25 JANVIER 2007 C.05.0522.F/7 Quant à la seconde branche : Il ressort de la réponse à la première branche du moyen que la décision du jugement attaqué de dire la tierce opposition principale irrecevable est légalement justifiée. Dirigé contre une considération surabondante, le moyen, en cette branche, est irrecevable. Par ces motifs, La Cour Rejette le pourvoi ; Condamne le demandeur aux dépens. Les dépens taxés à la somme de quatre cent nonante-sept euros soixante et un centimes envers la partie demanderesse.
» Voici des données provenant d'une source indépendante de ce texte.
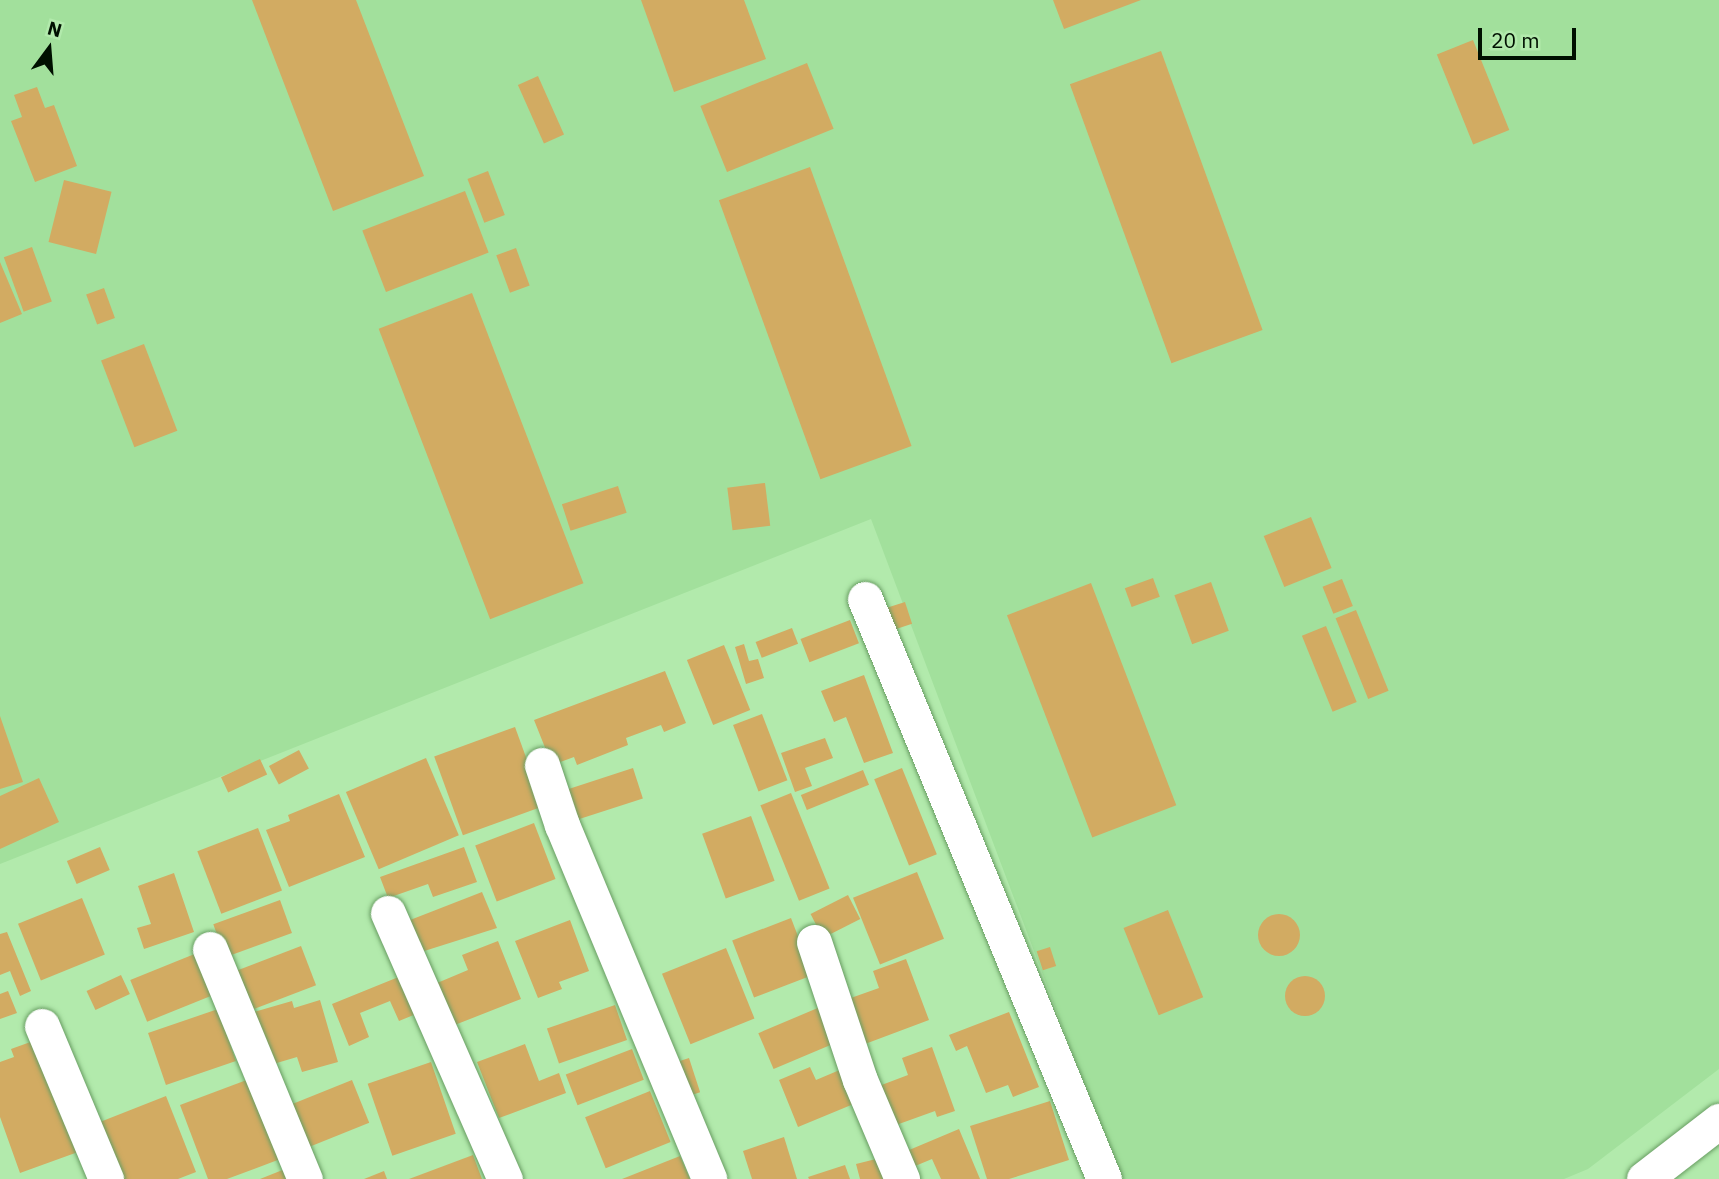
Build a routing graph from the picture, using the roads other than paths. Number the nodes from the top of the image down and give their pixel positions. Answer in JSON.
{"nodes":[{"id":1,"x":865,"y":599,"type":"dead end"},
{"id":2,"x":542,"y":765,"type":"dead end"},
{"id":3,"x":388,"y":913,"type":"dead end"},
{"id":4,"x":814,"y":942,"type":"dead end"},
{"id":5,"x":211,"y":949,"type":"dead end"},
{"id":6,"x":42,"y":1026,"type":"dead end"},
{"id":7,"x":1719,"y":1121,"type":"edge"},
{"id":8,"x":106,"y":1179,"type":"edge"},
{"id":9,"x":305,"y":1179,"type":"edge"},
{"id":10,"x":505,"y":1179,"type":"edge"},
{"id":11,"x":709,"y":1179,"type":"edge"},
{"id":12,"x":902,"y":1179,"type":"edge"},
{"id":13,"x":1104,"y":1179,"type":"edge"},
{"id":14,"x":1644,"y":1179,"type":"edge"}],
"edges":[{"from":1,"to":13,"type":"street"},
{"from":2,"to":11,"type":"street"},
{"from":3,"to":10,"type":"street"},
{"from":4,"to":12,"type":"street"},
{"from":5,"to":9,"type":"street"},
{"from":6,"to":8,"type":"street"},
{"from":7,"to":14,"type":"street"}]}
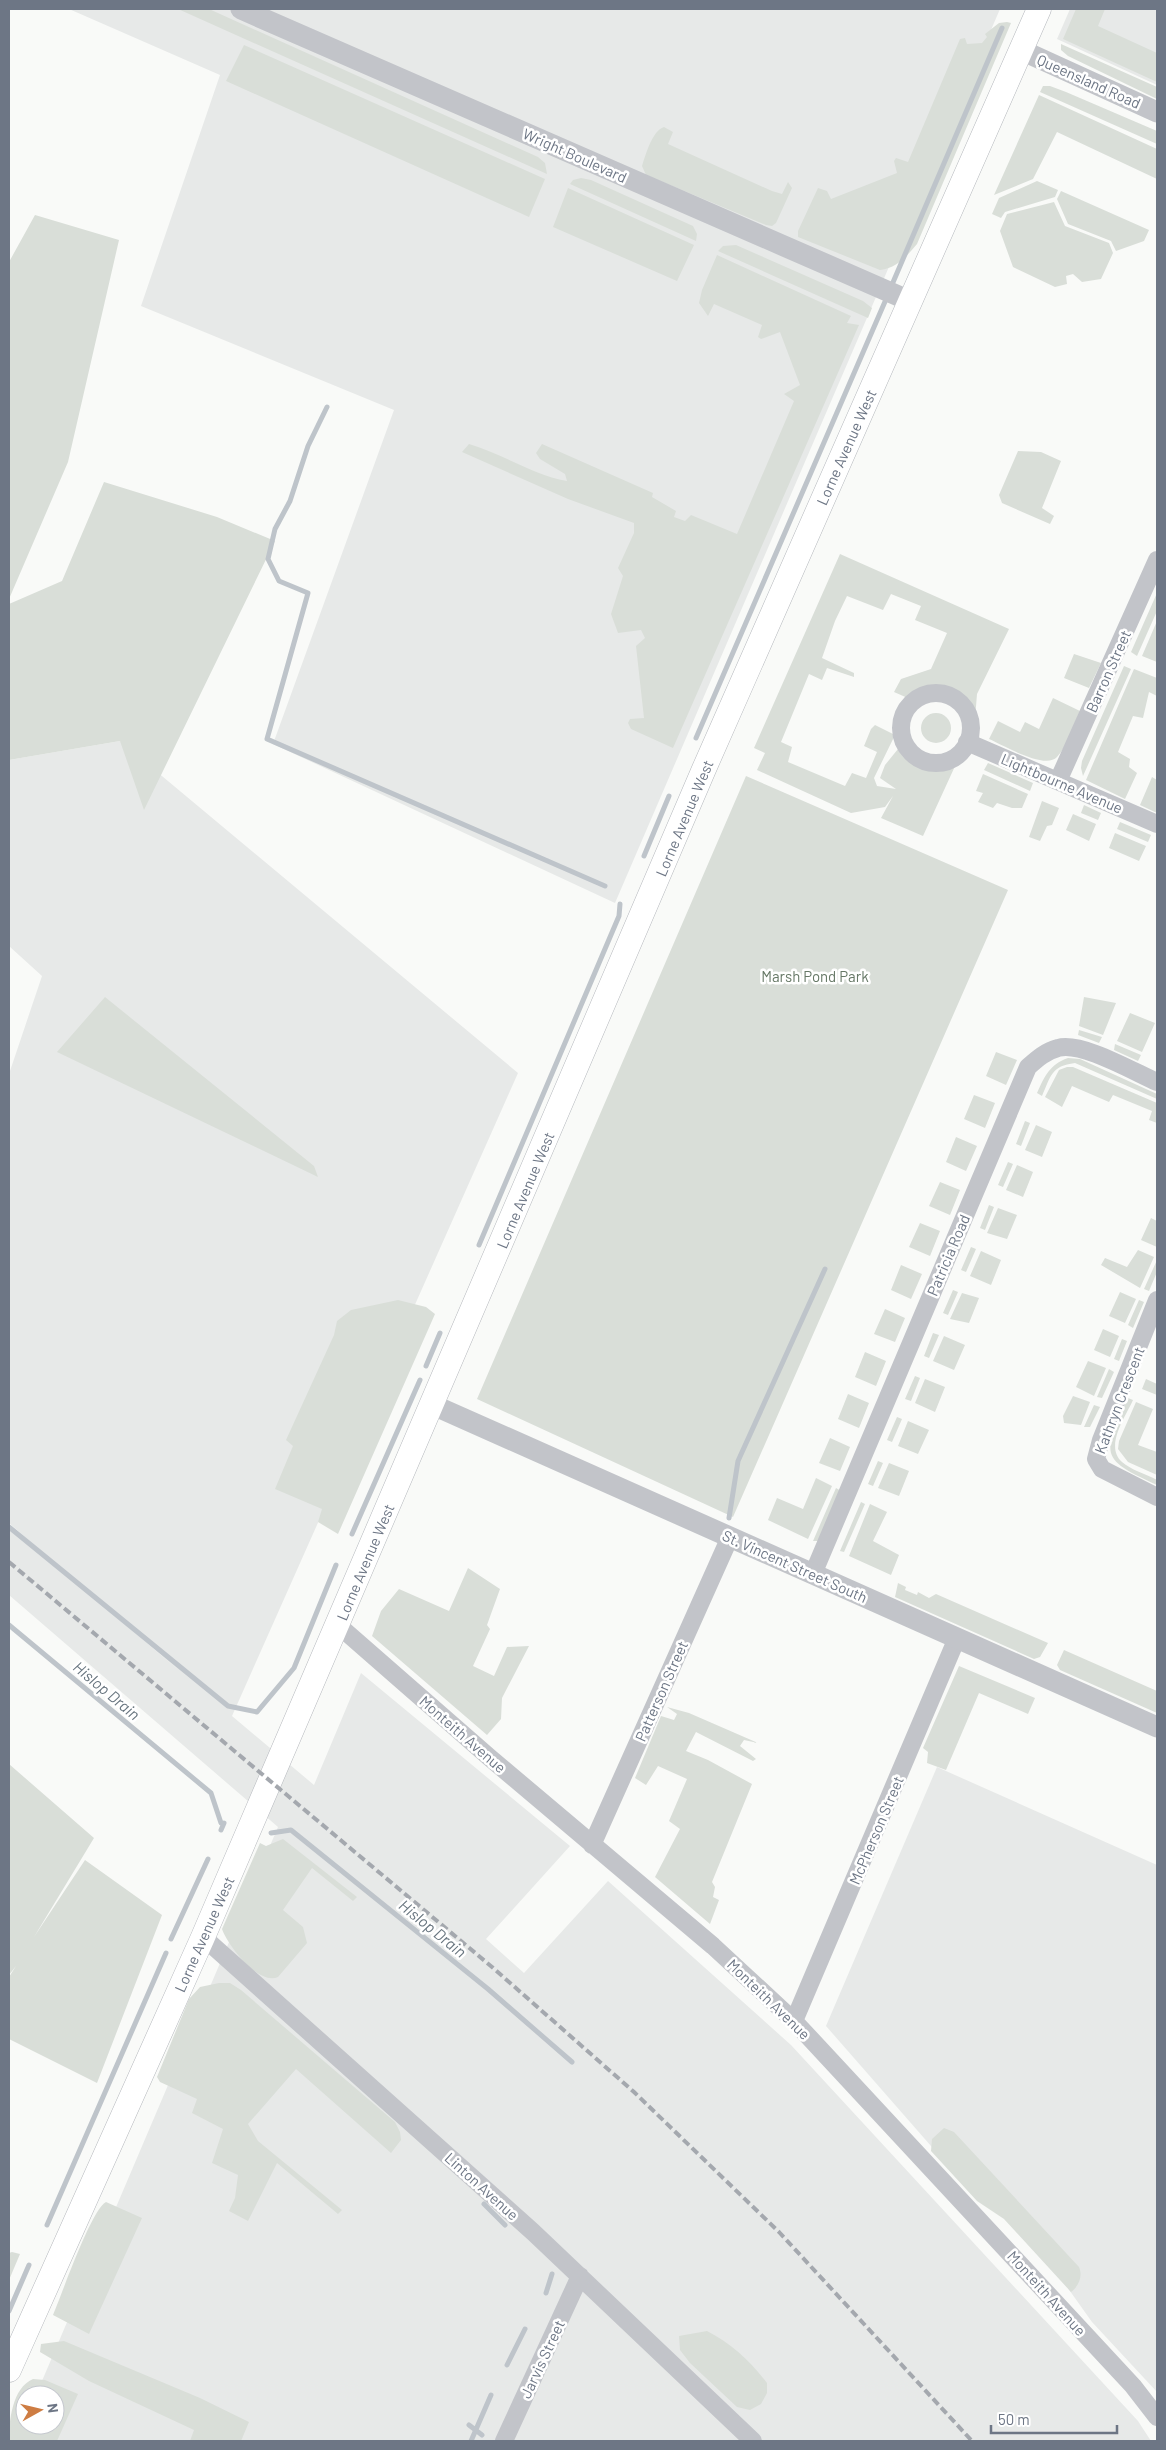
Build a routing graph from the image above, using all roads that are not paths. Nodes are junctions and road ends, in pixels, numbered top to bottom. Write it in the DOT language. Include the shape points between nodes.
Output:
graph roads {
  1 [pos="241,9"];
  2 [pos="1039,9"];
  3 [pos="1021,50"];
  4 [pos="1157,112"];
  5 [pos="910,301"];
  6 [pos="1157,563"];
  7 [pos="967,742"];
  8 [pos="1058,781"];
  9 [pos="1157,824"];
  10 [pos="1157,1082"];
  11 [pos="1157,1300"];
  12 [pos="433,1405"];
  13 [pos="1157,1497"];
  14 [pos="730,1537"];
  15 [pos="812,1574"];
  16 [pos="338,1625"];
  17 [pos="957,1638"];
  18 [pos="1157,1727"];
  19 [pos="592,1844"];
  20 [pos="203,1937"];
  21 [pos="794,2021"];
  22 [pos="580,2276"];
  23 [pos="9,2370"];
  24 [pos="1157,2417"];
  25 [pos="504,2441"];
  26 [pos="753,2441"];
  1 -- 5 [label="street, Wright Boulevard"];
  2 -- 3 [label="main road, Lorne Avenue West"];
  3 -- 4 [label="street, Queensland Road"];
  3 -- 5 [label="main road, Lorne Avenue West"];
  5 -- 12 [label="main road, Lorne Avenue West" via="708,760"];
  6 -- 8 [label="street, Barron Street"];
  7 -- 8 [label="street, Lightbourne Avenue"];
  8 -- 9 [label="street, Lightbourne Avenue"];
  10 -- 15 [label="street, Patricia Road" via="1082,1049 1059,1047 1028,1067"];
  11 -- 13 [label="street, Kathryn Crescent" via="1096,1459 1102,1469"];
  12 -- 14 [label="street, St. Vincent Street South"];
  12 -- 16 [label="main road, Lorne Avenue West"];
  14 -- 15 [label="street, St. Vincent Street South"];
  14 -- 19 [label="street, Patterson Street"];
  15 -- 17 [label="street, St. Vincent Street South"];
  16 -- 19 [label="street, Monteith Avenue"];
  16 -- 20 [label="main road, Lorne Avenue West"];
  17 -- 18 [label="street, St. Vincent Street South"];
  17 -- 21 [label="street, McPherson Street"];
  19 -- 21 [label="street, Monteith Avenue" via="713,1946"];
  20 -- 22 [label="street, Linton Avenue"];
  20 -- 23 [label="main road, Lorne Avenue West"];
  21 -- 24 [label="street, Monteith Avenue" via="1133,2386"];
  22 -- 25 [label="street, Jarvis Street"];
  22 -- 26 [label="street, Linton Avenue"];
}
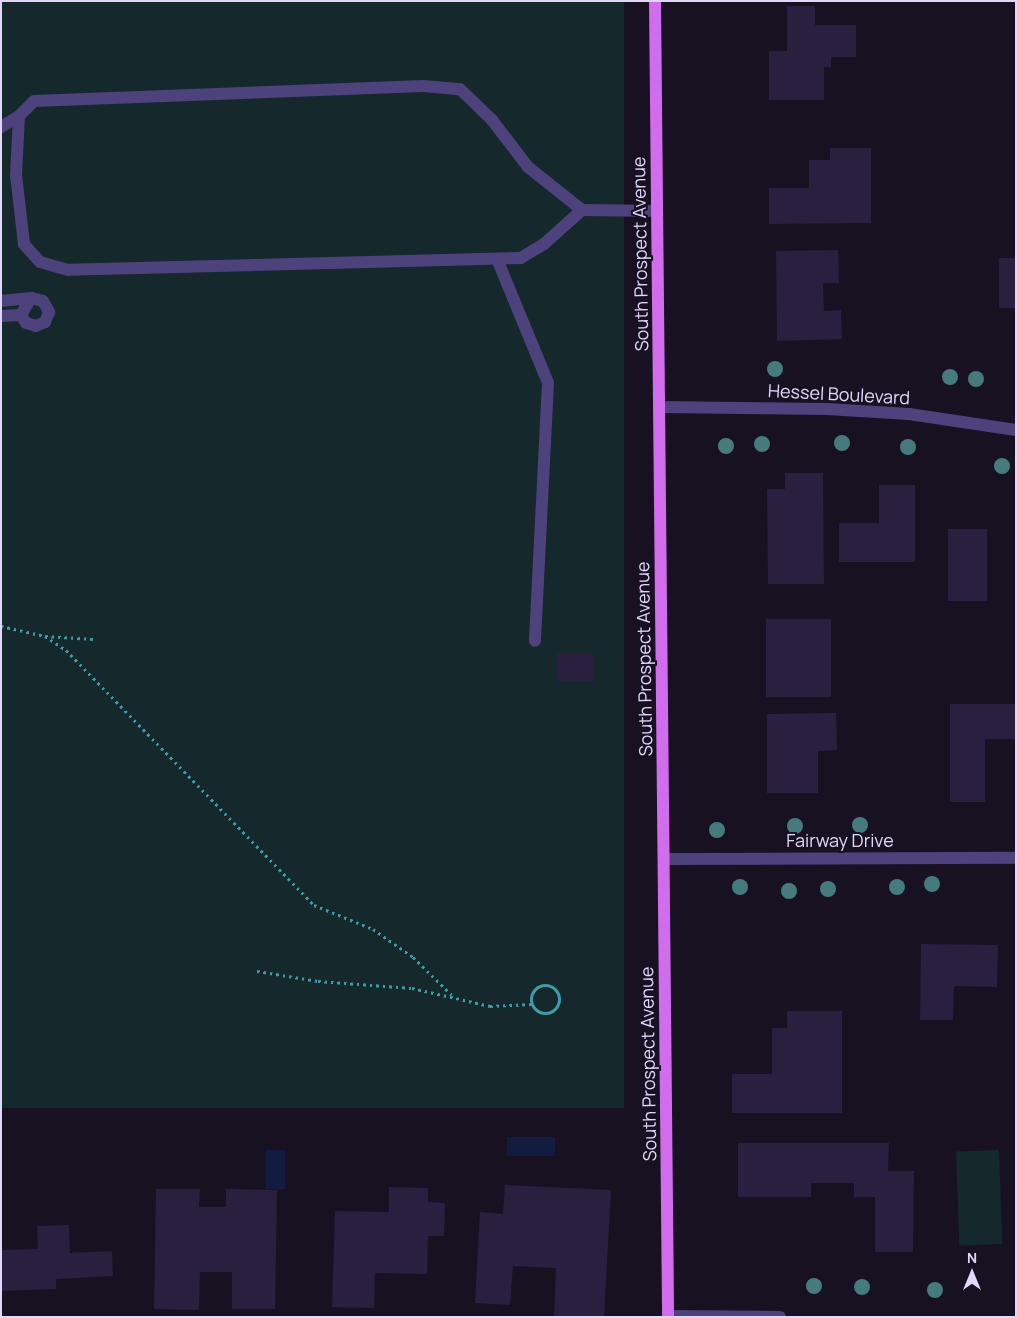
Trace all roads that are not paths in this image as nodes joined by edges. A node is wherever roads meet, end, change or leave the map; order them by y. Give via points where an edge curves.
1 (655, 1) edge
2 (19, 116) junction
3 (1, 127) edge
4 (582, 210) junction
5 (657, 211) junction
6 (497, 259) junction
7 (31, 298) junction
8 (1, 301) edge
9 (21, 315) junction
10 (1, 316) edge
11 (659, 407) junction
12 (1016, 430) edge
13 (535, 641) dead end
14 (664, 858) junction
15 (1016, 858) edge
16 (668, 1316) edge
17 (780, 1317) edge

1 - 5 main road, South Prospect Avenue
2 - 3 street
2 - 4 street via 34,101 422,86 460,89 492,120 528,167
2 - 6 street via 16,176 24,244 40,262 68,270
4 - 5 street
4 - 6 street via 544,244 521,258
5 - 11 main road, South Prospect Avenue
6 - 13 street via 548,383
7 - 8 street
7 - 9 street
7 - 9 street via 43,302 49,312 45,322 36,326 26,322
9 - 10 street
11 - 12 street, Hessel Boulevard via 827,409 909,414
11 - 14 main road, South Prospect Avenue
14 - 15 street, Fairway Drive
14 - 16 main road, South Prospect Avenue
16 - 17 street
Ainsi jugé par la Cour de cassation, première chambre, à Bruxelles, où siégeaient le président de section Christian Storck, les conseillers Didier Batselé, Albert Fettweis, Christine Matray et Sylviane Velu, et prononcé en audience publique du vingt-cinq janvier deux mille sept par le président de section Christian Storck, en présence de l avocat général André Henkes, avec l assistance du greffier Marie-Jeanne Massart.